When displaying video back to the user, many robots and drones suffer from shaky camera footage. Often, gimbals take up too much room or power. Sundance looked for a solution to stabilise their footage on their robotics platform.
We proposed building a real-time digital image stabilisation on their robotics platform. On top of that we used BeetleboxCI to run tests to ensure the smoothness of the video.
By using FPGA hardware-accelerated modules, we were able to achieve real-time video stabilisation at 1080p 30 FPS, with minimal latency. Our solution also enables real-time monitoring of the video stabilisation to ensure a consistent, smooth video is maintained.
“Beetlebox met two critical criteria for the edge. Firstly, it enabled heavy amounts of computation to run at lower power than conventional CPUs. It also ran the video stabilisation at a consistent, low latency, something that GPUs have traditionally struggled with.”
Sundance Microprocessor Technologies specialise in the production of Commercial-Off-The-Shelf boards for robotics and visual applications, many of which are powered through FPGAs.
Often, the cameras they deploy on robots and drones suffer from shaky footage caused by uneven terrain, high winds or motors. Gimbals are prohibitively large or consume too much power, and the cameras that Sundance uses have no built-in stabilisation features.
Partnering with us, Sundance wanted to develop a video stabilisation system that would run entirely on the boards. The technical challenge was to analyse high definition footage at 30 FPS without the user noticing any latency.
Our solution was both able to provide the high-performance video analytics and the data analytics. We developed real-time electronic video stabilisation and achieve 1080p at 30 FPS, whilst minimising delay on the video.
To perform video stabilisation, we first got an estimate of the movement of the camera, which we did by tracking static features in the video. For instance, we could detect movement of the mountain in the background from one frame to the next. Since mountains remain stationary, we knew any movement must have been caused by the camera shaking. We could then map these shakes onto a graph, plotting its movement.

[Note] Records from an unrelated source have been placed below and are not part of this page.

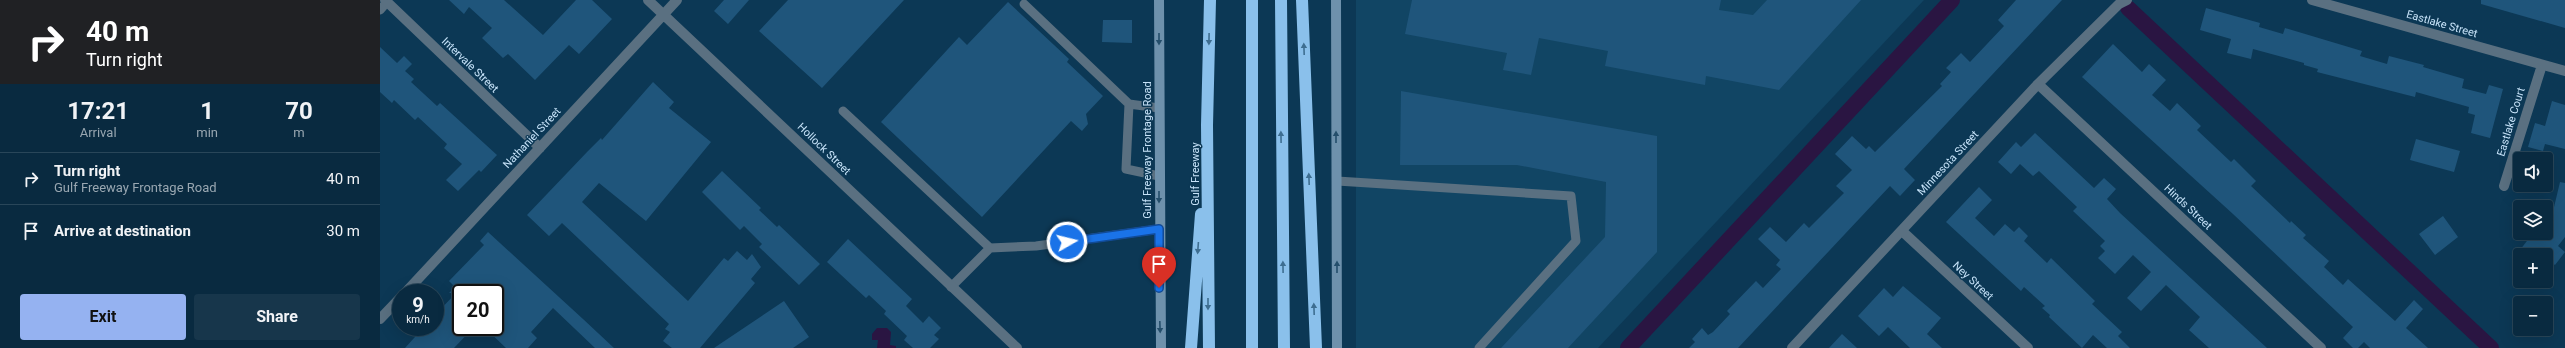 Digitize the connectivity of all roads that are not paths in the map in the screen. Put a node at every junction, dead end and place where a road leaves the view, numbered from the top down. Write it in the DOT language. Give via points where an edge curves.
graph roads {
  1 [pos="648,0"];
  2 [pos="677,0"];
  3 [pos="1159,0"];
  4 [pos="1210,0"];
  5 [pos="1252,0"];
  6 [pos="1281,0"];
  7 [pos="1302,0"];
  8 [pos="1336,0"];
  9 [pos="2127,0"];
  10 [pos="2312,0"];
  11 [pos="386,1"];
  12 [pos="1024,4"];
  13 [pos="380,10"];
  14 [pos="664,14"];
  15 [pos="2542,65"];
  16 [pos="2565,71"];
  17 [pos="2038,84"];
  18 [pos="1129,104"];
  19 [pos="1159,108"];
  20 [pos="843,111"];
  21 [pos="1207,125"];
  22 [pos="540,148"];
  23 [pos="1159,176"];
  24 [pos="1337,181"];
  25 [pos="2504,186"];
  26 [pos="1159,229"];
  27 [pos="1902,231"];
  28 [pos="990,248"];
  29 [pos="412,284"];
  30 [pos="951,287"];
  31 [pos="392,306"];
  32 [pos="380,319"];
  33 [pos="1017,348"];
  34 [pos="1161,348"];
  35 [pos="1191,348"];
  36 [pos="1209,348"];
  37 [pos="1252,348"];
  38 [pos="1284,348"];
  39 [pos="1316,348"];
  40 [pos="1338,348"];
  41 [pos="1479,348"];
  42 [pos="1792,348"];
  43 [pos="2028,348"];
  44 [pos="2321,348"];
  1 -- 14 [label="street, Hollock Street"];
  2 -- 14 [label="street, Nathaniel Street"];
  3 -- 19 [label="main road, Gulf Freeway Frontage Road, one-way"];
  4 -- 21 [label="highway, Gulf Freeway, one-way"];
  5 -- 37 [label="highway"];
  38 -- 6 [label="highway, one-way"];
  39 -- 7 [label="highway, one-way"];
  24 -- 8 [label="main road, one-way"];
  9 -- 17 [label="street, Minnesota Street" via="2119,4"];
  10 -- 15 [label="street, Eastlake Street"];
  11 -- 13 [label="lane"];
  11 -- 22 [label="street, Intervale Street"];
  12 -- 18 [label="lane"];
  14 -- 22 [label="street, Nathaniel Street"];
  14 -- 30 [label="street, Hollock Street"];
  15 -- 16 [label="street, Eastlake Street"];
  15 -- 25 [label="street, Eastlake Court"];
  17 -- 27 [label="street, Minnesota Street"];
  17 -- 44 [label="street, Hinds Street"];
  18 -- 19 [label="lane"];
  18 -- 23 [label="lane" via="1126,169"];
  19 -- 23 [label="main road, Gulf Freeway Frontage Road"];
  20 -- 28 [label="lane"];
  21 -- 35 [label="highway, one-way"];
  21 -- 36 [label="highway, Gulf Freeway, one-way"];
  22 -- 29 [label="street, Nathaniel Street"];
  23 -- 26 [label="main road, Gulf Freeway Frontage Road, one-way"];
  40 -- 24 [label="main road, one-way"];
  24 -- 41 [label="lane" via="1571,196 1576,241"];
  26 -- 28 [label="lane" via="1036,246"];
  26 -- 34 [label="main road, Gulf Freeway Frontage Road, one-way"];
  27 -- 42 [label="street, Minnesota Street"];
  27 -- 43 [label="street, Ney Street"];
  28 -- 30 [label="lane"];
  30 -- 33 [label="street, Hollock Street"];
  31 -- 32 [label="street"];
}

The final step was to remove the shakes and create a smooth version of the movements in real-time. To ensure that the video remained smooth, we provided camera movement data.
We were also able to continuously deliver updates directly to our FPGA boards. This meant we could quickly and efficiently deliver new features and updates, ensuring that their products remain up-to-date.
Finally, running simulations on pre-set video files enabled us to automatically generate the camera movements, so anytime we made a change to our smoothing algorithm, we were able to quick; generate reports telling us, if an improvement had occured.
Through BeetleboxCI, we were able to build, test and monitor real-time video stabilisation running in high definition at 30 FPS. The next step for our partnership with Sundance will be porting this to their latest generation boards. Using BeetleboxCI, we will provide the same rapid iteration and reduced risk to the deployment of these robots.